Math, asked by akshay497531, 4 months ago

Write the polynomial P(x) = x² - 9 as the product of two first degree polynomials​

Answers

Answered by jeswinjoby1
7

Answer:

Step-by-step

p(x) = xsq - 9

so x= root of 9

that is = (x+3) (x-3)

Answered by VineetaGara
6

Given,

A polynomial P(x) = x² - 9

To find,

To simplify P(x) as the product of two first-degree polynomials.

Solution,

We can simply solve this mathematical problem using the following process:

Mathematically,

The degree of any polynomial is the highest of all the degrees of the polynomial's individual terms (monomials) with non-zero coefficients. {Statement-1}

Now, according to the question and statement-1:

The given polynomial P(x) has a degree equal to 2.

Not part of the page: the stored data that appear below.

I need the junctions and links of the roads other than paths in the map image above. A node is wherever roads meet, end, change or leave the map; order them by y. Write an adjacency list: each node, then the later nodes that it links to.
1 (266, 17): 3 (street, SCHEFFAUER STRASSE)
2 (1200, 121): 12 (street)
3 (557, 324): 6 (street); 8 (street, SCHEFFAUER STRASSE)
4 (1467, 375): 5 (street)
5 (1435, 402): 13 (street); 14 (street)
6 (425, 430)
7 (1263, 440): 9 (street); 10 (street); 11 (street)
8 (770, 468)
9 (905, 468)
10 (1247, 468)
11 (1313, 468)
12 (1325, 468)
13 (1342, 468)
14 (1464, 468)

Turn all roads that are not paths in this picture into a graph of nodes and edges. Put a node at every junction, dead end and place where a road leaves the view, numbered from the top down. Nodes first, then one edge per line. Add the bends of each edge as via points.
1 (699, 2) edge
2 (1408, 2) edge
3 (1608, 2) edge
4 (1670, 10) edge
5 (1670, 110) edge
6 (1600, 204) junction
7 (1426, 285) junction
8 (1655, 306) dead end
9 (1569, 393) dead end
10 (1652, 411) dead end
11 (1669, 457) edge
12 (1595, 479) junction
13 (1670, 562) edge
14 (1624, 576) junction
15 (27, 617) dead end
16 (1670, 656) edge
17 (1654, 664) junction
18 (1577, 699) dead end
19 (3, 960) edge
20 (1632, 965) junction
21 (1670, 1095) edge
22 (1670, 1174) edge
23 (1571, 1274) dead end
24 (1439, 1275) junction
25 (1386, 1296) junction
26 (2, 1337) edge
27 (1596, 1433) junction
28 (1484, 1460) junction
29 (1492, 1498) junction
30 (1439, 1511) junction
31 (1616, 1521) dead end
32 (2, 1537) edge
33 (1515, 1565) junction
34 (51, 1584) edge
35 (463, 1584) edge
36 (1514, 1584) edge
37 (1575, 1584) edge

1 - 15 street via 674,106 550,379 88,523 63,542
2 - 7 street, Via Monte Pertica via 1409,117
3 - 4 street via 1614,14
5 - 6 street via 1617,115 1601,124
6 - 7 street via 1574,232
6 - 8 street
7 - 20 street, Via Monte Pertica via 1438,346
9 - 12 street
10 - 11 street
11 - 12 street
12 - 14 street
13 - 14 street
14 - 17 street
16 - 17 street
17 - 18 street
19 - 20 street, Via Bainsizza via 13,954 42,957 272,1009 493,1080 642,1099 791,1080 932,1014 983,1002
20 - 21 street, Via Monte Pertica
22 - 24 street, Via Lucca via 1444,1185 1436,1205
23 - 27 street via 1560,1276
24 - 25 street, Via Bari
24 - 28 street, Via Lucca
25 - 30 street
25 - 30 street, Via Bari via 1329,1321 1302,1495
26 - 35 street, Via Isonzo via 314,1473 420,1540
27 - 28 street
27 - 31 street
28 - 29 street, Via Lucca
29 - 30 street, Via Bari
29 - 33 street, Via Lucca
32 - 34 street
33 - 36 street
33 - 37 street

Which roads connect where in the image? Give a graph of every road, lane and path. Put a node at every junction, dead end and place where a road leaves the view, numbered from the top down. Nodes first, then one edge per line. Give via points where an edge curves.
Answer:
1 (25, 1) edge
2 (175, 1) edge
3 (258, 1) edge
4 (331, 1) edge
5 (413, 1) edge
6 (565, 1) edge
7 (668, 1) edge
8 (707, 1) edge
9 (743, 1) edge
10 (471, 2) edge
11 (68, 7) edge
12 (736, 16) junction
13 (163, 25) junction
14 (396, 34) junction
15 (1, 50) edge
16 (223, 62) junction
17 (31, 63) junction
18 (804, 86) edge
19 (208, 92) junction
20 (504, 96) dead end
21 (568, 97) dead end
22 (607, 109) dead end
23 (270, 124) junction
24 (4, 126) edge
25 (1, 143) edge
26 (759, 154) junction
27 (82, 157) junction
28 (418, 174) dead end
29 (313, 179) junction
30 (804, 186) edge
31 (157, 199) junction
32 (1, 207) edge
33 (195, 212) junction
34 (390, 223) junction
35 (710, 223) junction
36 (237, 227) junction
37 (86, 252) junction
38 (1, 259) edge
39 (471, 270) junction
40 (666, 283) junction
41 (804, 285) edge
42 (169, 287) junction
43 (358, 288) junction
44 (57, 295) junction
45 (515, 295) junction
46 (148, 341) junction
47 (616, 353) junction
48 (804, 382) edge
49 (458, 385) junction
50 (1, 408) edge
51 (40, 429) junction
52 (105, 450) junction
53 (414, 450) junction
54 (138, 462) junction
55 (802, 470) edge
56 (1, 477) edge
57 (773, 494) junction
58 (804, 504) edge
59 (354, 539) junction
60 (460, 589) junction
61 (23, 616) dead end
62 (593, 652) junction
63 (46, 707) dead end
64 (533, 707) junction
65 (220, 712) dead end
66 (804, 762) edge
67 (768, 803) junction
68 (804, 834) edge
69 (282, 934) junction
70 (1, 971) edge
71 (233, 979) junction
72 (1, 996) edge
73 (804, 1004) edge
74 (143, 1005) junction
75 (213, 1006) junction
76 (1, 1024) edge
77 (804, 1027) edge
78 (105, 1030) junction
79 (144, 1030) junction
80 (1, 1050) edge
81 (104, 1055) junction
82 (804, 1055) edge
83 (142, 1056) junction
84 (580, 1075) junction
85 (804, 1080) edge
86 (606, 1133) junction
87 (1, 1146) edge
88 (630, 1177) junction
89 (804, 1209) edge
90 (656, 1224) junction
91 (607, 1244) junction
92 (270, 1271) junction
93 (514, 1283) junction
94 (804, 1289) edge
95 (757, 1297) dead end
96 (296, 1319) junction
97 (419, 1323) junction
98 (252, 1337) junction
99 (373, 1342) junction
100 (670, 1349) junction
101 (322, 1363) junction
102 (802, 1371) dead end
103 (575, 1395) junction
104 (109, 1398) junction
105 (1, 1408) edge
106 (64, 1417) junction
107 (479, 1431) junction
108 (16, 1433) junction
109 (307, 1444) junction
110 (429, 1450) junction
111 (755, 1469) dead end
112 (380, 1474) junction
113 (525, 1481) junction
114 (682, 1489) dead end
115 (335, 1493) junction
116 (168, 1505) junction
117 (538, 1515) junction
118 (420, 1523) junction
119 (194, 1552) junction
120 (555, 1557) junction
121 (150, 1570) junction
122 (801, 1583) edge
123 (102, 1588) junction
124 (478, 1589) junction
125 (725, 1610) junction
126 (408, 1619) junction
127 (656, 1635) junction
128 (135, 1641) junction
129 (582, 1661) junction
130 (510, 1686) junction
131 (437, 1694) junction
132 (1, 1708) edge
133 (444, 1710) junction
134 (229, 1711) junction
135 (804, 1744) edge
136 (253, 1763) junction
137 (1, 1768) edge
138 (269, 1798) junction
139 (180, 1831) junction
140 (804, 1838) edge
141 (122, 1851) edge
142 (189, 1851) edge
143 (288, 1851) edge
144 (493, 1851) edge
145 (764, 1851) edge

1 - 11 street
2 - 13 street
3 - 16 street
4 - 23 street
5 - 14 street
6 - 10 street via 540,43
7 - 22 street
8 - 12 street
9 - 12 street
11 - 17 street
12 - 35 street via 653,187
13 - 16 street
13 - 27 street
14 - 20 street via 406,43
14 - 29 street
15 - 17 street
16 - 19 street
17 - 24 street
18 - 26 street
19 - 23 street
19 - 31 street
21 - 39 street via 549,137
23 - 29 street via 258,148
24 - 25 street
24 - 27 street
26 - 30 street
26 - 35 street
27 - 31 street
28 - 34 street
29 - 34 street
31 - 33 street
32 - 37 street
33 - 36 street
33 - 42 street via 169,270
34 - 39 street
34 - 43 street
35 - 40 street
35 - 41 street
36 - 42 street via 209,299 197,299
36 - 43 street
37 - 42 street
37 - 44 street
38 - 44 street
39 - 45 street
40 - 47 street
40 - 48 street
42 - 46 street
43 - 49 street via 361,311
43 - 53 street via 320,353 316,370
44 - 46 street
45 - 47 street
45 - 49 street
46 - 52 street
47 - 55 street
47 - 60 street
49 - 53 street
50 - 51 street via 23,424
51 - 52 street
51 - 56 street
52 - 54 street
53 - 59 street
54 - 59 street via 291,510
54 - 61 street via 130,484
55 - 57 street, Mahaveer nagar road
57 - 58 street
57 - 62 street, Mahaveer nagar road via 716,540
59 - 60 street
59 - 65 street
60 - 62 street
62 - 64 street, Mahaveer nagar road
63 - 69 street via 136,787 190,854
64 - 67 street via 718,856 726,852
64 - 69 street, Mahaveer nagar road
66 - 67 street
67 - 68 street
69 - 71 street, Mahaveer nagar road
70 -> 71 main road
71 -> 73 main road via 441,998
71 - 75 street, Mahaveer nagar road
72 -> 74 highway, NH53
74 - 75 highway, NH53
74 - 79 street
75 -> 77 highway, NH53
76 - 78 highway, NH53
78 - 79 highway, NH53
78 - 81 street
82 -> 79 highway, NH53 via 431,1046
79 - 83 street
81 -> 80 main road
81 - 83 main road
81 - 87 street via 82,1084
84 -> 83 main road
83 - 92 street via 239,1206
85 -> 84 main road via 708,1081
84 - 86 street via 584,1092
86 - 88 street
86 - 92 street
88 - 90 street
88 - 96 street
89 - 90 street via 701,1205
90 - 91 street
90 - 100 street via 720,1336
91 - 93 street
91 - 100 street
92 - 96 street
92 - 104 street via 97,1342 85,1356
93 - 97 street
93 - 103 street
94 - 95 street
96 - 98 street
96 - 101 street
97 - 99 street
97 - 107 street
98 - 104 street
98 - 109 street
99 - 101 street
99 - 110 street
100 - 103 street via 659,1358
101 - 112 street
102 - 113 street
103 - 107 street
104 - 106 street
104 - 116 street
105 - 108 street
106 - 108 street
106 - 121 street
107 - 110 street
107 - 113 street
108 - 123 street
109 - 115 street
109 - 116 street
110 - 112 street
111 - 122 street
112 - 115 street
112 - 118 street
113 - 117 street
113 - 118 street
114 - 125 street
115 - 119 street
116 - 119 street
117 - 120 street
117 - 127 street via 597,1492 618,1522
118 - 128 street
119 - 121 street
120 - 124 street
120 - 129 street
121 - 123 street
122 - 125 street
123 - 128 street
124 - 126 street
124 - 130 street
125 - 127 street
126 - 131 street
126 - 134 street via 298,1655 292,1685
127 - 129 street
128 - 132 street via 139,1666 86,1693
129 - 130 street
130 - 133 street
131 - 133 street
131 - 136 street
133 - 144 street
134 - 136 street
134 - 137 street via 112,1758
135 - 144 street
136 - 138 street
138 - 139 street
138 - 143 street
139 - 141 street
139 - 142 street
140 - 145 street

Now, on factorizing the given polynomial P(x), we get;

P(x) = x² - 9

= (x)^2 - (3)^2

= (x+3)(x-3)

{using the algebraic identity: (a)^2 - (b)^2 = (a+b)(a-b)}

= the P(x) as the product of two first degree polynomials = (x+3)(x-3)

{According to statement-1, both (x+3) and (x-3) have degree equal to 1}

Hence, the given polynomial P(x) can be represented as the product of two first-degree polynomials as (x+3)(x-3).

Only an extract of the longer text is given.